四种中药单体的抗肝纤维化作用及其机制

目的 比较丹参素、黄芩甙、黄芪、三七总皂甙4种中药单体抗肝纤维化的疗效并探讨其作用机制.方法 以秋水仙碱为对照,将4种中药用于大鼠肝纤维化模型和大鼠肝星状细胞(HSC).观察肝组织形态变化;检测血清透明质酸、Ⅳ型胶原含量;检测肝组织羟脯氨酸、丙二醛(MDA)含量,超氧化物歧化酶(SOD)活性,基质金属蛋白酶-1(MMP-1)、基质金属蛋白酶组织抑制因子-1(TIMP-1)、转化生长因子(TGF)β1的表达;观察HSC活化增殖周期、细胞凋亡及Ⅰ、Ⅲ型胶原蛋白的表达.结果 与模型组比较,中药处理组的肝组织形态显著改善,血清透明质酸、Ⅳ型胶原含量明显减少,肝组织MDA、羟脯氨酸含量及TIMP-1、TGF β1表达亦明显减少、SOD活性显著升高,丹参素组作用最强,黄芩甙组、黄芪组次之,各组比较,差异有统计学意义(P＜0.01或P＜0.05).四种中药都能抑制HSC活化增殖、促进细胞凋亡、抑制HSC的Ⅰ、Ⅲ型胶原蛋白表达,丹参素、黄芩甙、黄芪作用较强.结论 四种中药均能减缓实验性肝纤维化的发生.丹参素作用最强,黄芩甙和黄芪强于三七总皂甙.机制可能是这些中药能通过下调TGF β1抑制HSC活化增殖、促进细胞凋亡而抑制HSC的Ⅰ、Ⅲ型胶原蛋白表达;降低肝组织MDA含量,增加SOD活性;下调TIMP-1/MMP-1比值从而促进细胞外基质降解,减少其沉积.

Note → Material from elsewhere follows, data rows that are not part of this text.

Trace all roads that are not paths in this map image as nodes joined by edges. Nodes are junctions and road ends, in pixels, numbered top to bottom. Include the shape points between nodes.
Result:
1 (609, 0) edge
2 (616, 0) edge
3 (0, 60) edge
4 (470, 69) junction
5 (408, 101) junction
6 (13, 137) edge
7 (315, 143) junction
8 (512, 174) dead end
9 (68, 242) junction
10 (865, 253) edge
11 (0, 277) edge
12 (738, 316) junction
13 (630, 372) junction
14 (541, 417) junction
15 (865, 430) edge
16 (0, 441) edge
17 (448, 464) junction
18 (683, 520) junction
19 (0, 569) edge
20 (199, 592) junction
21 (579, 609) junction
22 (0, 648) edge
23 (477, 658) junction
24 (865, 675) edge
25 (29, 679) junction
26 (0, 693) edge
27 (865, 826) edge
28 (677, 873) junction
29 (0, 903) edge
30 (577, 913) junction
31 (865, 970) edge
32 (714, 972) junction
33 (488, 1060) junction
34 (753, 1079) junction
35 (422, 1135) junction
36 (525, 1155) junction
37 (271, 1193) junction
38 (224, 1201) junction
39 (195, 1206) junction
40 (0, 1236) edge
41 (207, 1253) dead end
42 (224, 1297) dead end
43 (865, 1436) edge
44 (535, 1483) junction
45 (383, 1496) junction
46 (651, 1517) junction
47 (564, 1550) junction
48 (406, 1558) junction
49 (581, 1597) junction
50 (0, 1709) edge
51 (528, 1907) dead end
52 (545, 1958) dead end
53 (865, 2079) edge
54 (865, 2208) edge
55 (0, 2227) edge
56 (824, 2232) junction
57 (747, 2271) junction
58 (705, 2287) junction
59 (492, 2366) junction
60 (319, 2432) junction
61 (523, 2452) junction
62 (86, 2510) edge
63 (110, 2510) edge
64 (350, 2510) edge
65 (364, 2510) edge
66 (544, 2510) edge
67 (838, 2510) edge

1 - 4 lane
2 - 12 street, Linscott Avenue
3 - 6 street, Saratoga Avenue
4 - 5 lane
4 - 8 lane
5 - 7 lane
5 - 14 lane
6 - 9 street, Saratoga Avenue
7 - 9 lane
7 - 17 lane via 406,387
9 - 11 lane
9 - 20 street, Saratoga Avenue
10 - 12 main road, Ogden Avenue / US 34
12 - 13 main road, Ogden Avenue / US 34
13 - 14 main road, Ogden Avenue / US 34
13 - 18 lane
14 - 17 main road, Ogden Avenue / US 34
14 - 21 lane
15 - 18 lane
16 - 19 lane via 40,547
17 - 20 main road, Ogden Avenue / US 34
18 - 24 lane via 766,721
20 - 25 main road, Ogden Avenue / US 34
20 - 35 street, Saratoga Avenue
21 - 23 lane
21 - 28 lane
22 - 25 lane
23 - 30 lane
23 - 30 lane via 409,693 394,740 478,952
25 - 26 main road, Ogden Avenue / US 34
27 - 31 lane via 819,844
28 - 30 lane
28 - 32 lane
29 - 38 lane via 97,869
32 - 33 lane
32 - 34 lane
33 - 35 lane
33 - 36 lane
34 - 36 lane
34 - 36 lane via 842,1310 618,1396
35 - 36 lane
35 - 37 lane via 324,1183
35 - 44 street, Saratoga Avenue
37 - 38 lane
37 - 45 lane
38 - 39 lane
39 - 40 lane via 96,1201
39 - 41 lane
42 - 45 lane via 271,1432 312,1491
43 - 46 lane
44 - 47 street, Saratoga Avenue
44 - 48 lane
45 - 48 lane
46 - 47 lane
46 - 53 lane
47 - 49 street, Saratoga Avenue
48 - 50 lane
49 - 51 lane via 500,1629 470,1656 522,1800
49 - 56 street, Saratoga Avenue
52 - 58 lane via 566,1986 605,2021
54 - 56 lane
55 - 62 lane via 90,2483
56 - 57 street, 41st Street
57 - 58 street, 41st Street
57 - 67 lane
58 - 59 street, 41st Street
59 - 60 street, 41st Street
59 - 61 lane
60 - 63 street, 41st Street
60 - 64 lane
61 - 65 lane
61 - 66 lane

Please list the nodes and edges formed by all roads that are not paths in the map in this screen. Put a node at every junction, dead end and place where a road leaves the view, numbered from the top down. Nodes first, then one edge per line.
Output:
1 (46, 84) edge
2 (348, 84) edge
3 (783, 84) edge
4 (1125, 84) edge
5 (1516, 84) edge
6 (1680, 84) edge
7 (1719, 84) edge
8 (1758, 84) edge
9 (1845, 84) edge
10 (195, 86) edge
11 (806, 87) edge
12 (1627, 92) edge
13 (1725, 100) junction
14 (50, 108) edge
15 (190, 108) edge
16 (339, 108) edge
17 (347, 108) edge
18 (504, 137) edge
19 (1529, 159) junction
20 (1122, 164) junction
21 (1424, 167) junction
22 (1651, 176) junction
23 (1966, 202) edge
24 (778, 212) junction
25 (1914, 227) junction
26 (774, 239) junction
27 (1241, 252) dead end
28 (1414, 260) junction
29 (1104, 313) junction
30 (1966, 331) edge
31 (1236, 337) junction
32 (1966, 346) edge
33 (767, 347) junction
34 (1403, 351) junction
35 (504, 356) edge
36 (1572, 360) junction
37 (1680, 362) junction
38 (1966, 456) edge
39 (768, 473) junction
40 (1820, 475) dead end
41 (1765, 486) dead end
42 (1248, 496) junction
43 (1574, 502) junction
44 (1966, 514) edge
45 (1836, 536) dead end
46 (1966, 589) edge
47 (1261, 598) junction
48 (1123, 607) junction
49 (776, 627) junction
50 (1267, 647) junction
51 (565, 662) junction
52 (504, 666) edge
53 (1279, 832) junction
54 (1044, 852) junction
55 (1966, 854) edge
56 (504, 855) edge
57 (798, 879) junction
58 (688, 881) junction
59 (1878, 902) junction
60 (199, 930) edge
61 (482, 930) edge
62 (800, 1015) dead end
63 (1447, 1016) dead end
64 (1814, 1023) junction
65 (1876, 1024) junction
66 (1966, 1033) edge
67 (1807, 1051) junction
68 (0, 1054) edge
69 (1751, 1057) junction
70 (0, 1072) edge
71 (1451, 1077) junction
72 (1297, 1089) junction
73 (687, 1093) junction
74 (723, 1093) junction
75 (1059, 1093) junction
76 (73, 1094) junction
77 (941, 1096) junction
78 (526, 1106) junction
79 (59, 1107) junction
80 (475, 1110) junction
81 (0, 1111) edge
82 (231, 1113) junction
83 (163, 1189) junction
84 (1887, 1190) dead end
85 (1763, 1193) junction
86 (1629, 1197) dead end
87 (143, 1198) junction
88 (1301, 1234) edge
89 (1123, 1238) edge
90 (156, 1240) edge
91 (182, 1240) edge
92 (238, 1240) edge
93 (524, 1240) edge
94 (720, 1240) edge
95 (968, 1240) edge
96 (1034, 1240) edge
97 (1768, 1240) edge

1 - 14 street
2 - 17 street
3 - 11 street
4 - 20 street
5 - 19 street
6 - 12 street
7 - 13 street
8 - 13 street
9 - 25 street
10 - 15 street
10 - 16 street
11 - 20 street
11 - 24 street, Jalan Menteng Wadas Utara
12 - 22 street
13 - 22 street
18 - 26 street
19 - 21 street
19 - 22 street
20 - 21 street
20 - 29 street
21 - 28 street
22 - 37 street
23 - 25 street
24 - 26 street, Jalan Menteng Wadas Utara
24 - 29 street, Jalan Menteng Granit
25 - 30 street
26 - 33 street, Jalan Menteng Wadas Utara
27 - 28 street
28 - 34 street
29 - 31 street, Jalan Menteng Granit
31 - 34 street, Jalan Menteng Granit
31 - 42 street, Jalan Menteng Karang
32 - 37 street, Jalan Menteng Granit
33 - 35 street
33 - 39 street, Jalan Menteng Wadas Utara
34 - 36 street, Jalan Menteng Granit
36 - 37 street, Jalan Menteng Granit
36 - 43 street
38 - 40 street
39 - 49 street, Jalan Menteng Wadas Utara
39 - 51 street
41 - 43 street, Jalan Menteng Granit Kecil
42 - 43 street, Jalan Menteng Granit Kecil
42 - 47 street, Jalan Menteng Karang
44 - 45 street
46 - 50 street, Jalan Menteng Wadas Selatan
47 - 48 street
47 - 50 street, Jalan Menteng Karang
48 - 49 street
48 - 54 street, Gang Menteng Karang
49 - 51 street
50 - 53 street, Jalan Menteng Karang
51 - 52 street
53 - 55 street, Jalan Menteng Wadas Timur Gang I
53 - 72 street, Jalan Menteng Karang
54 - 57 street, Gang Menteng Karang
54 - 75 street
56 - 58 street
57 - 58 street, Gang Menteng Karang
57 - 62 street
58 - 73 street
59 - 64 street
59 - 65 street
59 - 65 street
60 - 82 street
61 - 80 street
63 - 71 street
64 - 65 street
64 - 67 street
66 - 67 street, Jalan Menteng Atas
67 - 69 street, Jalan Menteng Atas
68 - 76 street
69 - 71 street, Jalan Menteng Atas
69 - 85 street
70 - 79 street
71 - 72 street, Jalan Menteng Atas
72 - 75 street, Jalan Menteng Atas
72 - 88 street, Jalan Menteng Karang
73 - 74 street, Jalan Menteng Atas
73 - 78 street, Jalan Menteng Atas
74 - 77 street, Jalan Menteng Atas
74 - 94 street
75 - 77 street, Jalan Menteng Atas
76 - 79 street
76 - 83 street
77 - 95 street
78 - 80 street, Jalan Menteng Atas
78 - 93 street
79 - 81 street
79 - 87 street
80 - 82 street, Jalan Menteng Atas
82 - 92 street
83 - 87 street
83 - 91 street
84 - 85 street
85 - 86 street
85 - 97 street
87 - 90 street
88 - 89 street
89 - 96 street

Inhibiting effects of denshensu,baicalin,astragalus and Panax notoginseng saponins on hepatic fibrosis and their possible mechanisms

OBJECTIVE: To study the anti-fibrotic effects of danshensu, baicalin, astragalus and Panax notoginseng saponins (PNS) and their possible mechanisms. METHODS: The four Chinese herb products mentioned above were given intraperitoneally to experimental rats with hepatic fibrosis. Colchicine was administered to a control group. Comparisons were made in four aspects: (1) Degrees of liver fibrosis; (2) Serum levels of hyaluronic acid (HA) and type IV collagen (CIV), using radioimmunoassay; (3) Densities of malondialdehyde (MDA), superoxide dismutase (SOD) and hydroxyproline (Hyp), using chromatometry, to detect the expression of tissue inhibitors of matrix metalloproteinase-1 (TIMP-1), matrix metalloproteinase-1(MMP-1) and transforming growth factor beta 1 (TGF beta 1) in liver tissues, using immunhistochemical techniques; and (4) For hepatic stellate cells (HSCs): proliferation using MMT calorimetric assay, the cell cycles using flow cytometry, apoptosis using AO/EB fluorescence staining and type I and type III collagens using immunocytochemical stainings. RESULTS: (1) Compared with the model group, the serum levels of HA and CIV decreased significantly in all four drug-treated groups, especially in the danshensu-treated group. Astragalus and baicalin had better effects over PNS (P<0.05 or 0.01). (2) In contrast to the model group, all four drugs dramatically reduced the amount of Hyp and MDA, increased SOD activity and reduced the degrees of liver fibrosis and the expressions of TIMP-1 and TGFbeta1 in liver tissues (P<0.05 or 0.01). Danshensu had the best effect, astragalus and baicalin had similar effects which were stronger than PNS. (3) All four drugs inhibited HSCs proliferation, induced HSCs apoptosis and decreased type I, III collagen synthesis of HSC. CONCLUSIONS: The four drugs could minimize the hepatic fibrosis of rats in different degrees. Danshensu had the best effect, astragalus and baicalin had similar effects. The possible mechanisms of these effects might be related to inhibiting actions on activation and proliferation, promoting apoptosis and lowering the expression of type I and type III collagen of HSCs by down-regulating the expression of TGFbeta1; the decrease in the amount of MDA and the increase of SOD activity; and the reduction of extracellular matrix by down-regulation of TIMP-1/MMP-1.